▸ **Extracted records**
- Opening Delimiter -
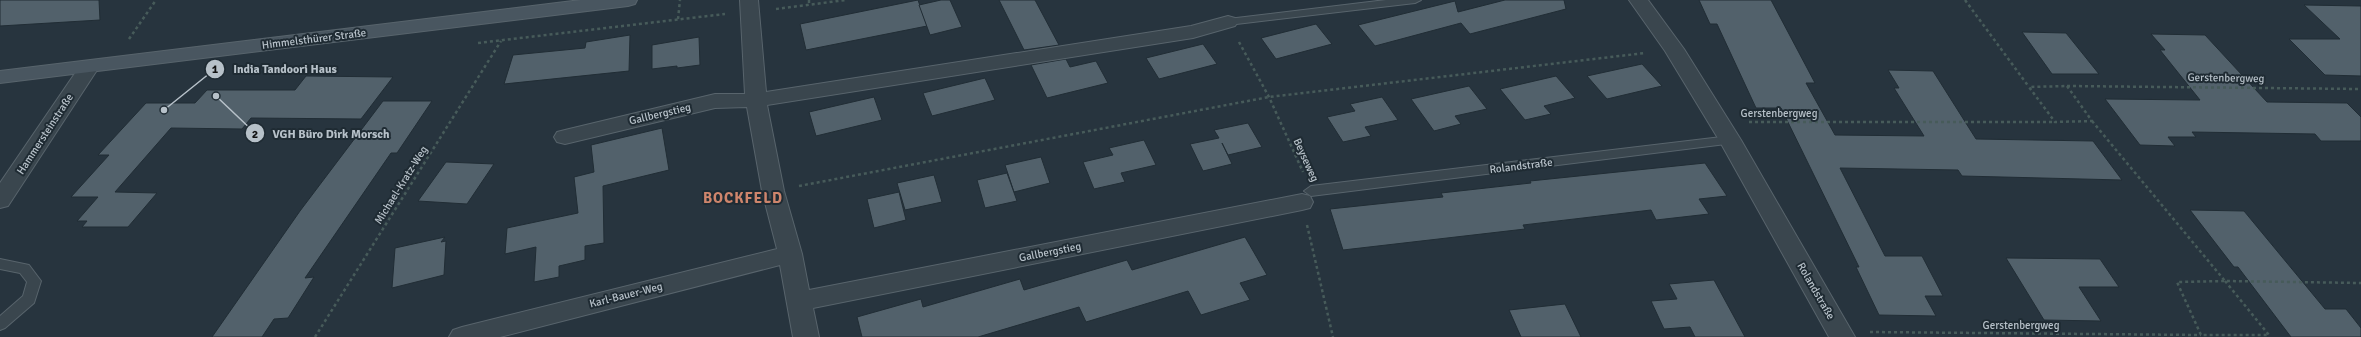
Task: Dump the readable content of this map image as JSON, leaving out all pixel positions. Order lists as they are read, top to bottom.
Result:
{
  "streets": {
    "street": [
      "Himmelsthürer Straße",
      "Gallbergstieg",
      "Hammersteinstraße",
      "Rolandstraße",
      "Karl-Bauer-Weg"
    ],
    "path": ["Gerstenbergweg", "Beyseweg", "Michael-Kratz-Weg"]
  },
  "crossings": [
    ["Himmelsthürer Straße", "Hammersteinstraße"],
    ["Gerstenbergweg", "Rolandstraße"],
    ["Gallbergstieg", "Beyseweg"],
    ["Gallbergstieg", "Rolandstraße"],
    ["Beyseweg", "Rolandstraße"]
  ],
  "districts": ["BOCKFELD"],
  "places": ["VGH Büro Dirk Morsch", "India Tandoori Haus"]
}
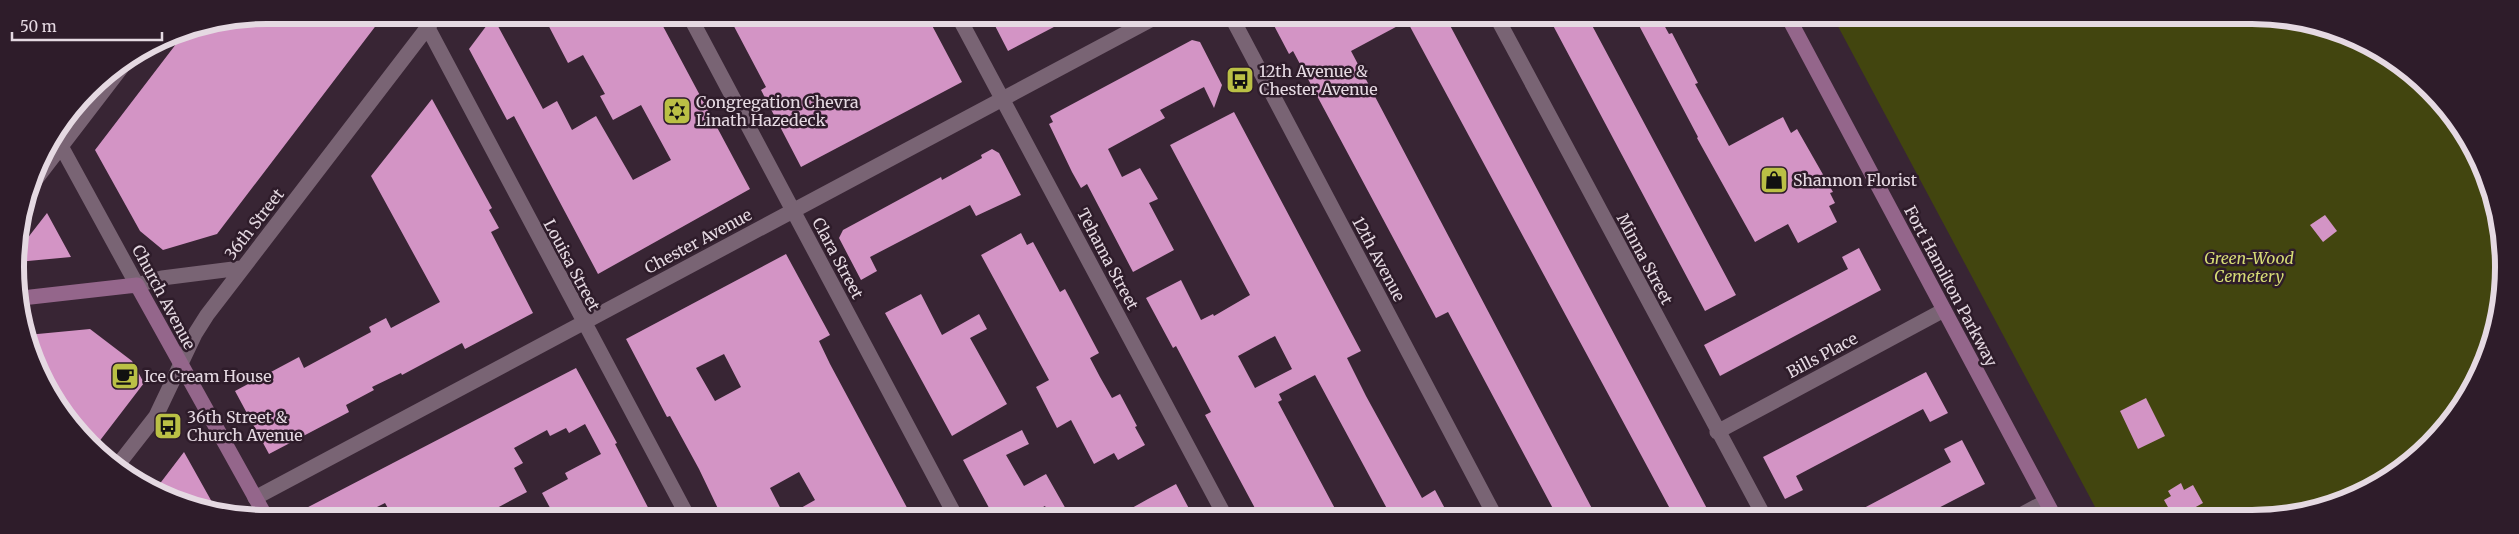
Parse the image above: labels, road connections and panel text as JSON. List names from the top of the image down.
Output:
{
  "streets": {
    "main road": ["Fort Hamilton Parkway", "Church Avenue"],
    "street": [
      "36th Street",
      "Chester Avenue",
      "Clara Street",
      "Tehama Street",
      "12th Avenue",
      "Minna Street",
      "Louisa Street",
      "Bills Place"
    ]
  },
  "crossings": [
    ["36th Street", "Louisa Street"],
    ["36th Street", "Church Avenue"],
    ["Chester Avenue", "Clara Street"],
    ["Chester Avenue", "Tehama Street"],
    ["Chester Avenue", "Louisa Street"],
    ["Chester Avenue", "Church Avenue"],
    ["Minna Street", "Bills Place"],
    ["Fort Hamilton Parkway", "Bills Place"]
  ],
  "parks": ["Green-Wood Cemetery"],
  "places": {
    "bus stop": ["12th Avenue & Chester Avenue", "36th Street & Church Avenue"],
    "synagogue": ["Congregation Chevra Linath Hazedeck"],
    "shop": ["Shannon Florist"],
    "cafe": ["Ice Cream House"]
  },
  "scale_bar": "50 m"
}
- Closing Delimiter -
▸ **WHAT TO PRODUCE**
An exact copy of every entry above is needed, with the pictures left out.

▸ **RESULT FOR THIS EXERCISE**
Task: Dump the readable content of this map image as JSON, leaving out all pixel positions. Order lists as they are read, top to bottom.
Result:
{
  "streets": {
    "street": [
      "Himmelsthürer Straße",
      "Gallbergstieg",
      "Hammersteinstraße",
      "Rolandstraße",
      "Karl-Bauer-Weg"
    ],
    "path": ["Gerstenbergweg", "Beyseweg", "Michael-Kratz-Weg"]
  },
  "crossings": [
    ["Himmelsthürer Straße", "Hammersteinstraße"],
    ["Gerstenbergweg", "Rolandstraße"],
    ["Gallbergstieg", "Beyseweg"],
    ["Gallbergstieg", "Rolandstraße"],
    ["Beyseweg", "Rolandstraße"]
  ],
  "districts": ["BOCKFELD"],
  "places": ["VGH Büro Dirk Morsch", "India Tandoori Haus"]
}
Parse the image above: labels, road connections and panel text as JSON. List names from the top of the image down.
Output:
{
  "streets": {
    "main road": ["Fort Hamilton Parkway", "Church Avenue"],
    "street": [
      "36th Street",
      "Chester Avenue",
      "Clara Street",
      "Tehama Street",
      "12th Avenue",
      "Minna Street",
      "Louisa Street",
      "Bills Place"
    ]
  },
  "crossings": [
    ["36th Street", "Louisa Street"],
    ["36th Street", "Church Avenue"],
    ["Chester Avenue", "Clara Street"],
    ["Chester Avenue", "Tehama Street"],
    ["Chester Avenue", "Louisa Street"],
    ["Chester Avenue", "Church Avenue"],
    ["Minna Street", "Bills Place"],
    ["Fort Hamilton Parkway", "Bills Place"]
  ],
  "parks": ["Green-Wood Cemetery"],
  "places": {
    "bus stop": ["12th Avenue & Chester Avenue", "36th Street & Church Avenue"],
    "synagogue": ["Congregation Chevra Linath Hazedeck"],
    "shop": ["Shannon Florist"],
    "cafe": ["Ice Cream House"]
  },
  "scale_bar": "50 m"
}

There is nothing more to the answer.